**ASSIGNED TASK**
Please work out how many lines in the records below include the word "points", and reply with that number only.

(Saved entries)

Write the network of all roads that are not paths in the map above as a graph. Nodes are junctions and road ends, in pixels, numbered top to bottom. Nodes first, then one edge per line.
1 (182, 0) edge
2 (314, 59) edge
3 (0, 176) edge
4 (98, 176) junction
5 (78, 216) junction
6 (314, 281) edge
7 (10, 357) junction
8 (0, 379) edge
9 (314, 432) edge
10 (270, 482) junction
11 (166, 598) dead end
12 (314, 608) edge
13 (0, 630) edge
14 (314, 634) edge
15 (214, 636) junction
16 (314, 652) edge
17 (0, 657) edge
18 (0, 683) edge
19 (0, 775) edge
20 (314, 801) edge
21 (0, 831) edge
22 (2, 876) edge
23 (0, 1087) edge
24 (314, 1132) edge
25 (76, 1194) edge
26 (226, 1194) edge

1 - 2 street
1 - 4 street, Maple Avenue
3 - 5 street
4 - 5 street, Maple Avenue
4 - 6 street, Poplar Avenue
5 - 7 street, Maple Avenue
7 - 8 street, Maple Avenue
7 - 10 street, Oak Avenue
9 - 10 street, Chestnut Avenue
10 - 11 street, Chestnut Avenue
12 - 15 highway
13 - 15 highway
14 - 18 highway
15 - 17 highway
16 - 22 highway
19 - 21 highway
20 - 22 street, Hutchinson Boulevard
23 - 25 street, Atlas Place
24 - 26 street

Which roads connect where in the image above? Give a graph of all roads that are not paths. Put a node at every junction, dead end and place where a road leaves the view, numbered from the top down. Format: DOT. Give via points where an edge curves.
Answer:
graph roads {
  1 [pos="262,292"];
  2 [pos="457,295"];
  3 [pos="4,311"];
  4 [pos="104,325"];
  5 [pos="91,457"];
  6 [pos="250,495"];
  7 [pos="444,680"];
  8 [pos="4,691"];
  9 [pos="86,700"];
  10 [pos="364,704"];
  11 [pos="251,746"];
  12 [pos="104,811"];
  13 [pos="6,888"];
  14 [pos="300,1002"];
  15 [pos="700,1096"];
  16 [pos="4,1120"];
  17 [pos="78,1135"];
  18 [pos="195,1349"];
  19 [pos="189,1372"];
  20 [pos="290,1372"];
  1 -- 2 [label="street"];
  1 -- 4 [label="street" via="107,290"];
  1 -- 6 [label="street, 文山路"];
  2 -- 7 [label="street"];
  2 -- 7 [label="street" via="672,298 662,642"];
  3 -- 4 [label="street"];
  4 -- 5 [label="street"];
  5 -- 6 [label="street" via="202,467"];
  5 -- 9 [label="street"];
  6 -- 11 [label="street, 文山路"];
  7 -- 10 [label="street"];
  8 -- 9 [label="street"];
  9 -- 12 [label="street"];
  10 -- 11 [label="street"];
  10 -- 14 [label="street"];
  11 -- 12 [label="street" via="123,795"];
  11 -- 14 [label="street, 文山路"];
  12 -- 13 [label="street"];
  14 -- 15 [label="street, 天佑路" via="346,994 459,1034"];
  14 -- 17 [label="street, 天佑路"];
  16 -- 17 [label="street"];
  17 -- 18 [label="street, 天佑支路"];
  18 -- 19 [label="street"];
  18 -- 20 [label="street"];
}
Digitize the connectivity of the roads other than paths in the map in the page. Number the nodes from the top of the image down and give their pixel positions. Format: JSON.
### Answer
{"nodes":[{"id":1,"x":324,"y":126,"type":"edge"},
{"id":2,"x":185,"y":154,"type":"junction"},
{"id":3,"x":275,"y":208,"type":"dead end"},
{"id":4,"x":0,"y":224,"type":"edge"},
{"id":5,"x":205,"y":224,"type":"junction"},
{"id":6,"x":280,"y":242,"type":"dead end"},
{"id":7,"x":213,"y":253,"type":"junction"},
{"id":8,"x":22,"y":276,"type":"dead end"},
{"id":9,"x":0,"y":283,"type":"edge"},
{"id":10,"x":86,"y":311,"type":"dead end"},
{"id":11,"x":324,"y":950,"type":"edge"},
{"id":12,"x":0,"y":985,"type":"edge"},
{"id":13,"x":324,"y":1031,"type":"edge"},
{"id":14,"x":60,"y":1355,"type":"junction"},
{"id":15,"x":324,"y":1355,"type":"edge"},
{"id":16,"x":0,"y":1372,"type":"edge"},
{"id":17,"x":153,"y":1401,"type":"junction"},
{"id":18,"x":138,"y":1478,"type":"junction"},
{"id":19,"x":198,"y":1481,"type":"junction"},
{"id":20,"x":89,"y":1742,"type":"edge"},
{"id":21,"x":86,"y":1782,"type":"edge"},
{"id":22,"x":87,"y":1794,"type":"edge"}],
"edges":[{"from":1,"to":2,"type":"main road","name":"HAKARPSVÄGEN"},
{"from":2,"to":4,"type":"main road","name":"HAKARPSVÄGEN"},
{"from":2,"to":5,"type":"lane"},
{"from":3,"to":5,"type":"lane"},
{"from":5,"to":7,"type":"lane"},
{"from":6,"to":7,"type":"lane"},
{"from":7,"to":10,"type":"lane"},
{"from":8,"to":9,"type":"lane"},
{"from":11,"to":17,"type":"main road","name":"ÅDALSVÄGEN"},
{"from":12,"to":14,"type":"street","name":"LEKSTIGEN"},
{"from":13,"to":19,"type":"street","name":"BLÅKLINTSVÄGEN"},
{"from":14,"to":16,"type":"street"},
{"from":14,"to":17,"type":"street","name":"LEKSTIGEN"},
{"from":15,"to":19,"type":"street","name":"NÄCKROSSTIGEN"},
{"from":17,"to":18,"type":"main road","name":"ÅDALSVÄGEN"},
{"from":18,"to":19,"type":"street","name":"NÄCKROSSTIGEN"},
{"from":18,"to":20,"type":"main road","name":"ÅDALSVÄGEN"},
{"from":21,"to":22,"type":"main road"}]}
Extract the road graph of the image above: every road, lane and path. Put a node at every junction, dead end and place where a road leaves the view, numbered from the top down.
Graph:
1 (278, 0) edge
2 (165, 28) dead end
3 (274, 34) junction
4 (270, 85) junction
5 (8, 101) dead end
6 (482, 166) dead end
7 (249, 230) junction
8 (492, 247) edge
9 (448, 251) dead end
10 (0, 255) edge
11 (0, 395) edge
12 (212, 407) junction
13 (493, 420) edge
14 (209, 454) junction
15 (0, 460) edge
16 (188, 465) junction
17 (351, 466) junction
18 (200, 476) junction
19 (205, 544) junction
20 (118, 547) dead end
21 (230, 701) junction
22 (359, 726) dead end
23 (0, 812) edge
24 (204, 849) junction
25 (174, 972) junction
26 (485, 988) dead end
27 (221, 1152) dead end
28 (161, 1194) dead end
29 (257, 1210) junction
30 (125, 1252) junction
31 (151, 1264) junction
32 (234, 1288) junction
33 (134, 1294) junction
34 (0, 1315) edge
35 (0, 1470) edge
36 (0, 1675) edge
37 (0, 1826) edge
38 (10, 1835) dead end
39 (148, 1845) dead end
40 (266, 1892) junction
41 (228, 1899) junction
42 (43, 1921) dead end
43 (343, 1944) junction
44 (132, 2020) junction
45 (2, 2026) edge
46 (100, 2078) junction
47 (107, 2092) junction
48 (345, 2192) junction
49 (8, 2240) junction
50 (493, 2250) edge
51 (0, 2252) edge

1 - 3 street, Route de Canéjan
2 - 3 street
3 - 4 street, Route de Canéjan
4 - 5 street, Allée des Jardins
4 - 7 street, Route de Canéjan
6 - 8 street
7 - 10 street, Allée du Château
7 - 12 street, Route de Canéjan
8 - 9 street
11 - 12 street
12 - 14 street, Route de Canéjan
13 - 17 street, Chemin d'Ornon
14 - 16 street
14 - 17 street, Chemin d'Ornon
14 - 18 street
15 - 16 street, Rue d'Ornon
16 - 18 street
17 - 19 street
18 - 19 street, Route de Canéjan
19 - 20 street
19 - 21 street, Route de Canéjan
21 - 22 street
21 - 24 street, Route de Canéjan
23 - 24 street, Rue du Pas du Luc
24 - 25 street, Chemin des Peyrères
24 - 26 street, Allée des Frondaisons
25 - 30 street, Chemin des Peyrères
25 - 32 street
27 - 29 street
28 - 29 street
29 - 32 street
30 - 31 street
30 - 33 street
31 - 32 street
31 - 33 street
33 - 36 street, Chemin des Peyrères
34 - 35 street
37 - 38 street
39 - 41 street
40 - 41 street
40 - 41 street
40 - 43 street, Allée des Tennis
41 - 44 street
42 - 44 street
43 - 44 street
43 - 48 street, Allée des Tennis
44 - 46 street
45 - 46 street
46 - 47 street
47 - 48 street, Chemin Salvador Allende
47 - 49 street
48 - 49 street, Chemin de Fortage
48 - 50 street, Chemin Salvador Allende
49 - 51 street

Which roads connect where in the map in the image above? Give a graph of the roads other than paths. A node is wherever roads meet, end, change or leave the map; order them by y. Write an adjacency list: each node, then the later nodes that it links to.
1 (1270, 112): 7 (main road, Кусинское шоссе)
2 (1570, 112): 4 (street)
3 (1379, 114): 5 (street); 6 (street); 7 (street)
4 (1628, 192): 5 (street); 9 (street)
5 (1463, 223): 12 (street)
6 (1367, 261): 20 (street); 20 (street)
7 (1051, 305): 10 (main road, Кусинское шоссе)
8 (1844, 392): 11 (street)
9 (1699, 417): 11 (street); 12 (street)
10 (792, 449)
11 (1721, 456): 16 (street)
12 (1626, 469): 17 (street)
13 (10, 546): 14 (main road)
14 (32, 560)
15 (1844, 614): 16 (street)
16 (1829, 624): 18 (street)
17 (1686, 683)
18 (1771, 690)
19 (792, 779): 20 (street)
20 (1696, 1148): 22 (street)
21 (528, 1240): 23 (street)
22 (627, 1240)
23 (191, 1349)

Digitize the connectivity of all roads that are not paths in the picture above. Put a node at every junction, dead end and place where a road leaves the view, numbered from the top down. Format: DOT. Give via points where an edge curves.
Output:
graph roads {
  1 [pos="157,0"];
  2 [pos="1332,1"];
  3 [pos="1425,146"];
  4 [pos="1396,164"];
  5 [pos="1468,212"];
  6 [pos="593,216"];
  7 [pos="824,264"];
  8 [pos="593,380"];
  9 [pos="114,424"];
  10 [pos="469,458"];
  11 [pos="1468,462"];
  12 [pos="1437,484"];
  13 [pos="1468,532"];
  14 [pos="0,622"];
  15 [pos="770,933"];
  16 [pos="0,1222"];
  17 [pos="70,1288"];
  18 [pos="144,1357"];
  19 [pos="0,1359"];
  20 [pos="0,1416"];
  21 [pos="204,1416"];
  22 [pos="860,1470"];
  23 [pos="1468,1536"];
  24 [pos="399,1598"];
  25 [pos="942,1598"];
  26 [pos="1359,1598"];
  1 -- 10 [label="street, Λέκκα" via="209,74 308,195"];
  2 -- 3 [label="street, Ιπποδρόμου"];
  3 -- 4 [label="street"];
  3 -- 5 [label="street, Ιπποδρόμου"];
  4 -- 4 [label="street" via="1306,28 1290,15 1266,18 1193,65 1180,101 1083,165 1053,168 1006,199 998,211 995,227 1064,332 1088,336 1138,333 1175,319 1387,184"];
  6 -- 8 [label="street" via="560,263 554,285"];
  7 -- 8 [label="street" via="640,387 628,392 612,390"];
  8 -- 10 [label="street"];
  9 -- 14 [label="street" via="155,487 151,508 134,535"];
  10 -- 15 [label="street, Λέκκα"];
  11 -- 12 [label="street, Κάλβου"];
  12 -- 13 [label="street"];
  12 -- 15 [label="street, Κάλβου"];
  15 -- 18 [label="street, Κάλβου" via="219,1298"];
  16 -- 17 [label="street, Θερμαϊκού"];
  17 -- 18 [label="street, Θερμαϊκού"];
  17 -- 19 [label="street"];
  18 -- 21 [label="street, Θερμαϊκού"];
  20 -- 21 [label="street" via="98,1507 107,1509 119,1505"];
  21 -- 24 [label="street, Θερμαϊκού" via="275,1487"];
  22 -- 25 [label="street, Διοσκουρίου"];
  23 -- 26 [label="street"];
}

**REPLY**
2